Four Wars in One Lifetime

  We don’t know for sure how old Francis Calvin Morgan Boggess was when his autobiography, in the collection of the Library of Florida History, was typed in 1900. We do know he had adventures enough for a couple of lifetimes.

On the first page of his story, he says he was born November 21, 1833 in Huntsville, Madison County, Alabama. He says his grandfather was a Frenchman who fought “behind the cotton bales” with Andrew Jackson in the Battle of New Orleans (Dec. 1814 – Jan 1815). He says after the war Bennett Boggess returned to France, married, immigrated to Alabama and raised a family. He says his father, also named Bennett, was the third son. If Bennett Senior worked fast, as was common in that era, that would have Francis’ father being born around 1820.

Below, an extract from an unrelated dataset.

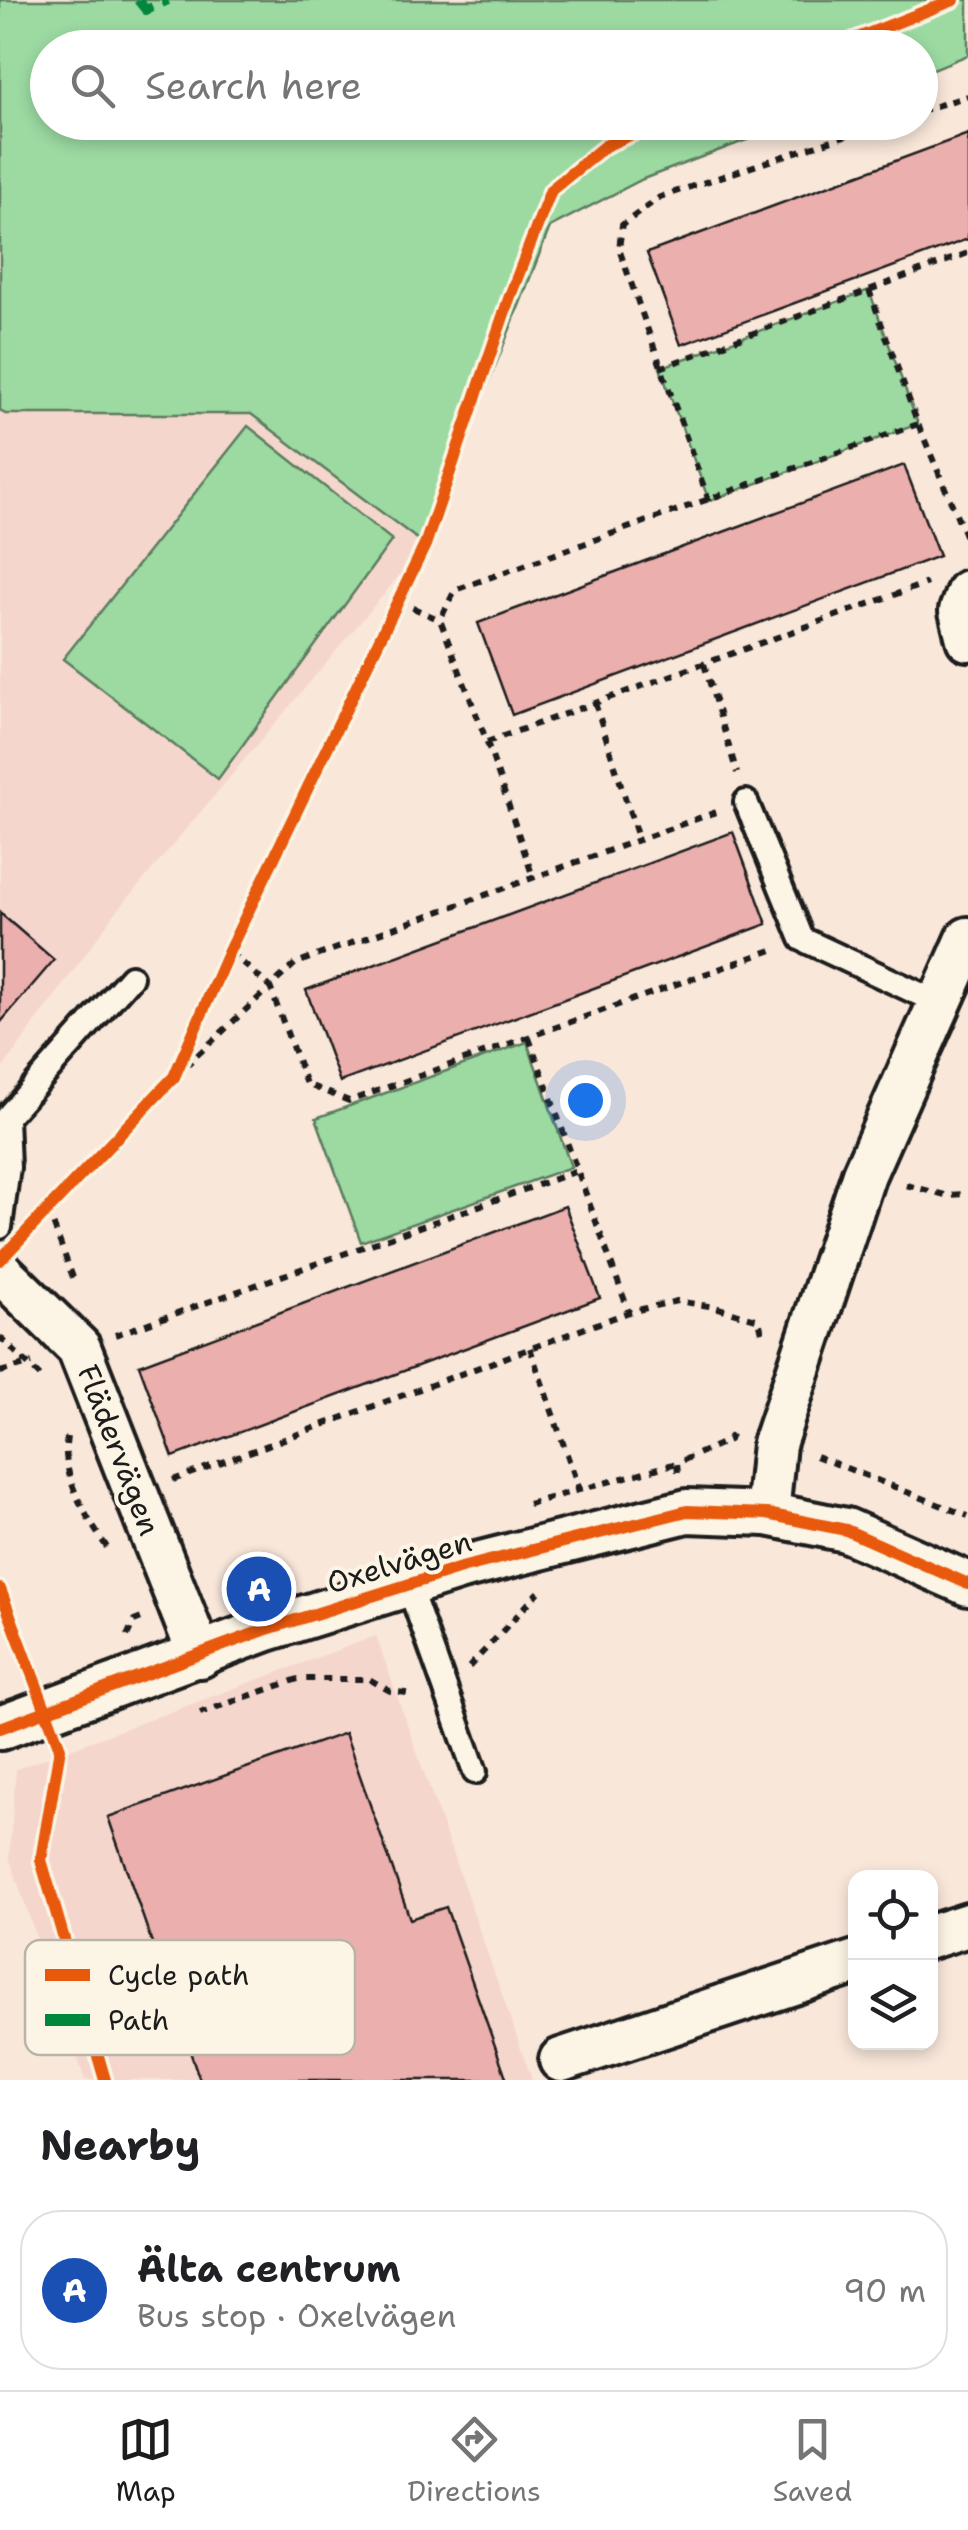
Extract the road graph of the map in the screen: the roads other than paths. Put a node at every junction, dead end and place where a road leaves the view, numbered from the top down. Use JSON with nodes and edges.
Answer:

Interestingly, Feb. 27,  1820 is the birth date inscribed on F.C.M. Boggess’ gravestone, seen here in a photograph on a Find-a-Grave webpage.  Now the date Francis gives is not a slam-dunk either. His father would have been about 13 years old in 1833. Possible. And the Boggess men had a propensity toward starting their life adventures young. Francis writes he wanted adventure, so he signed up with an Alabama volunteer unit when he was 13 years old, or in about 1846. That was just in time for his first war, the Mexican-American War (1846-1848).

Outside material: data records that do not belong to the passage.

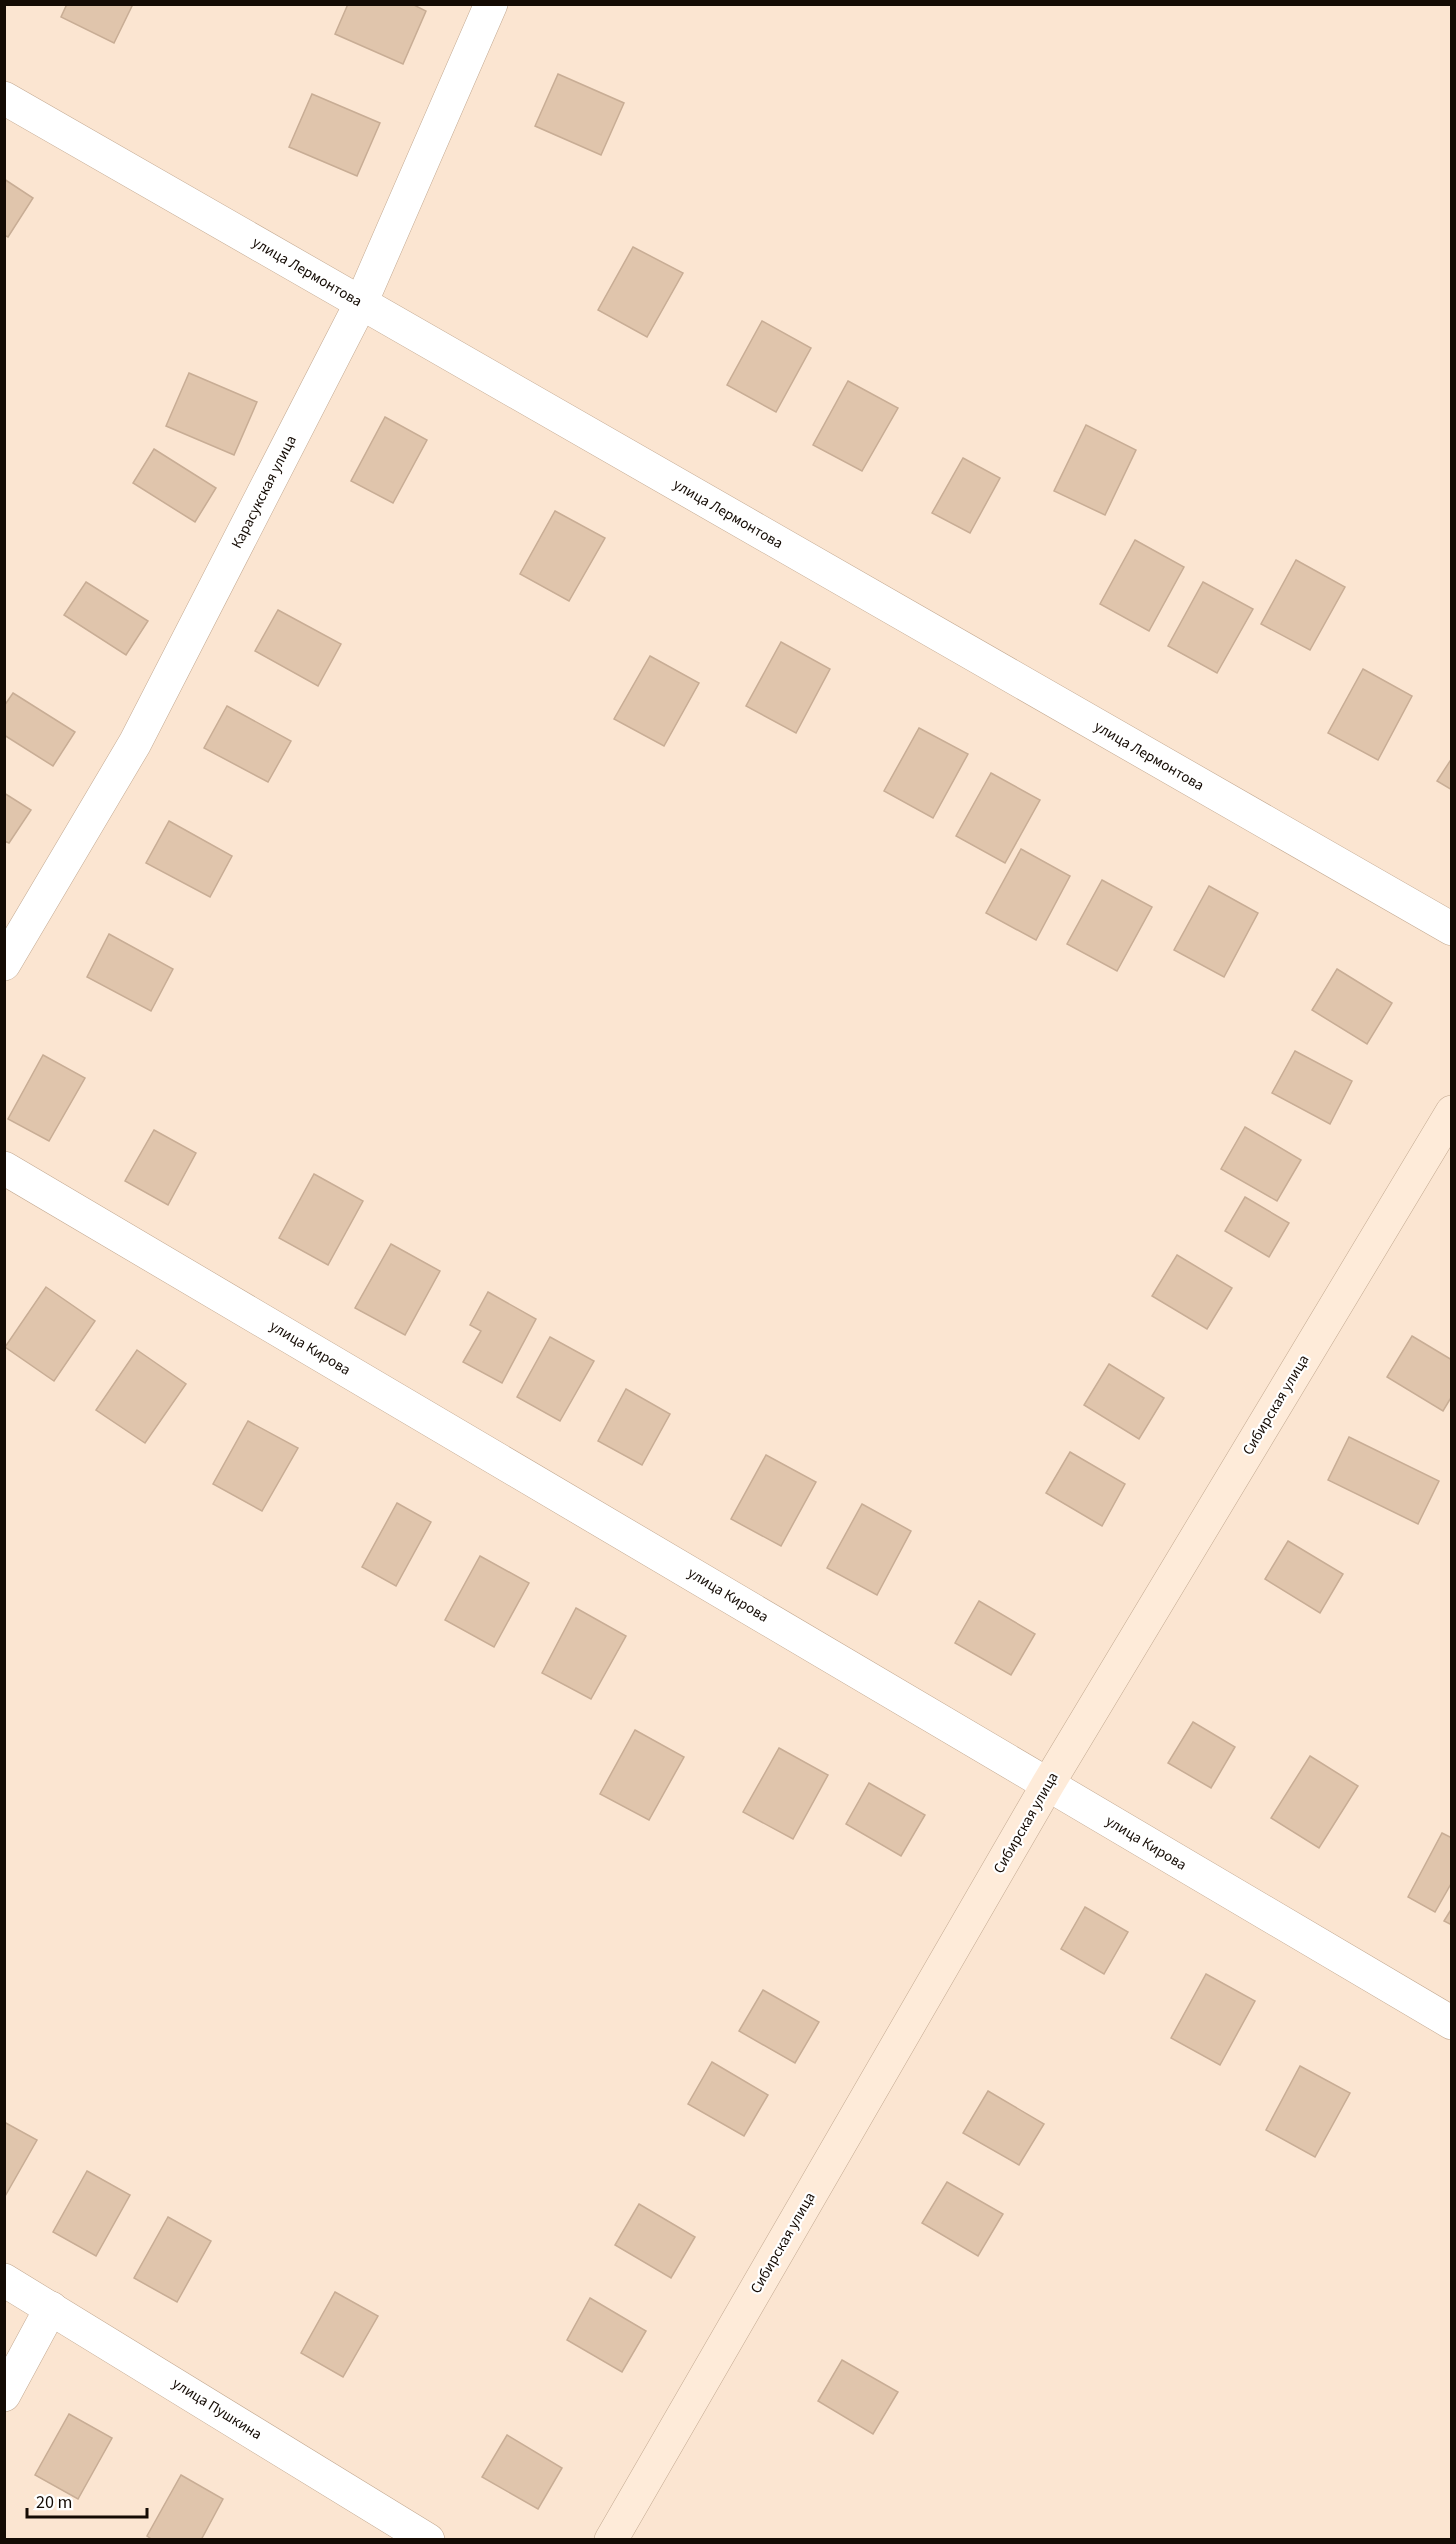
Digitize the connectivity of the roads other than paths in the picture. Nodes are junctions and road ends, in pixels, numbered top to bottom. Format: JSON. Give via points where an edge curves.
{"nodes":[{"id":1,"x":491,"y":4,"type":"edge"},
{"id":2,"x":4,"y":98,"type":"edge"},
{"id":3,"x":361,"y":303,"type":"junction"},
{"id":4,"x":1452,"y":929,"type":"edge"},
{"id":5,"x":4,"y":964,"type":"edge"},
{"id":6,"x":1452,"y":1112,"type":"edge"},
{"id":7,"x":4,"y":1168,"type":"edge"},
{"id":8,"x":1048,"y":1784,"type":"junction"},
{"id":9,"x":1452,"y":2023,"type":"edge"},
{"id":10,"x":4,"y":2280,"type":"edge"},
{"id":11,"x":51,"y":2308,"type":"junction"},
{"id":12,"x":4,"y":2395,"type":"edge"},
{"id":13,"x":428,"y":2540,"type":"edge"},
{"id":14,"x":611,"y":2540,"type":"edge"}],
"edges":[{"from":1,"to":3,"type":"street","name":"Карасукская улица"},
{"from":2,"to":3,"type":"street","name":"улица Лермонтова"},
{"from":3,"to":4,"type":"street","name":"улица Лермонтова"},
{"from":3,"to":5,"type":"street","name":"Карасукская улица","via":[[135,743]]},
{"from":6,"to":8,"type":"street","name":"Сибирская улица"},
{"from":7,"to":8,"type":"street","name":"улица Кирова"},
{"from":8,"to":9,"type":"street","name":"улица Кирова"},
{"from":8,"to":14,"type":"street","name":"Сибирская улица"},
{"from":10,"to":11,"type":"street","name":"улица Пушкина"},
{"from":11,"to":12,"type":"street"},
{"from":11,"to":13,"type":"street","name":"улица Пушкина"}]}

He writes he did not see much action, but he got a taste of army life and liked it. He was mustered out, went back in Alabama and, like many other veterans found it hard to get a job he liked. So he signed on with what came to be called “the Lopez Expedition.”

Narciso Lopez, originally a Venezuelan, had lived in Cuba, had lands confiscated due to his struggles with the colonial Spanish government there and fled to Key West, where he was trying to raise an army to go back and over throw the government.

Francis was one of about 600 men who sailed to Cuba in August, 1851 to try and spark a revolution. It did not go well.

Francis’ talent for survival, or luck, held, and he managed to get on a refugee boat and make it back to Key West.  The U.S. government did not approve of these kinds of adventures launching from American soil, and Francis, fearing legal problems, got on another boat that took him up the west coast of Florida to Tampa, on his way back to Alabama.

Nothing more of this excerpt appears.